(Exercise):
Check every line of the data for the word "dead", and copy those that have it.

(Record set):
=== Begin Enclosure ===
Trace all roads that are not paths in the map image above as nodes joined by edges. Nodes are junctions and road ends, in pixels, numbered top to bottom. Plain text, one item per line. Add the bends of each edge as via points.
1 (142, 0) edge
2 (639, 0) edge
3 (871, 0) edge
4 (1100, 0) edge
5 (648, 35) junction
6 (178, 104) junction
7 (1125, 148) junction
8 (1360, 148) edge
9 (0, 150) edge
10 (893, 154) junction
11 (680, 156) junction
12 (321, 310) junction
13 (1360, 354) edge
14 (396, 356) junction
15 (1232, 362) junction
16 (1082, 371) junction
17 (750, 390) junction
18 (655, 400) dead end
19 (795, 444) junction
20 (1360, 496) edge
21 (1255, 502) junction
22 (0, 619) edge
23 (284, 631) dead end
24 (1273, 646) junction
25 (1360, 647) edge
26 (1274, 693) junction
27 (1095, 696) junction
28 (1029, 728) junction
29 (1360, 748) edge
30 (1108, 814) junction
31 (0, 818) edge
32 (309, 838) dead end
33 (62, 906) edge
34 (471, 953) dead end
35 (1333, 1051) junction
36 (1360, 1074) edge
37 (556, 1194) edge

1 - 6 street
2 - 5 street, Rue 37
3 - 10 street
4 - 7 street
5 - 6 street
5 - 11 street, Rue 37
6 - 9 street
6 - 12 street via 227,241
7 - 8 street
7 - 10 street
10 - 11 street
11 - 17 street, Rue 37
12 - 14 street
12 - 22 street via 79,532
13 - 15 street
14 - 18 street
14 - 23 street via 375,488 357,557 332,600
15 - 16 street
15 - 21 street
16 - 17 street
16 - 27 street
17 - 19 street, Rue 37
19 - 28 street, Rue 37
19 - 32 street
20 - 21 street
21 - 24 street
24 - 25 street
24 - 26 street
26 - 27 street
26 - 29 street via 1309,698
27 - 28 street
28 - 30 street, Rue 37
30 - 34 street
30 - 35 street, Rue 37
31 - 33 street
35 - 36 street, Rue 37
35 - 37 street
=== End Enclosure ===
(Result of the task):
18 (655, 400) dead end
23 (284, 631) dead end
32 (309, 838) dead end
34 (471, 953) dead end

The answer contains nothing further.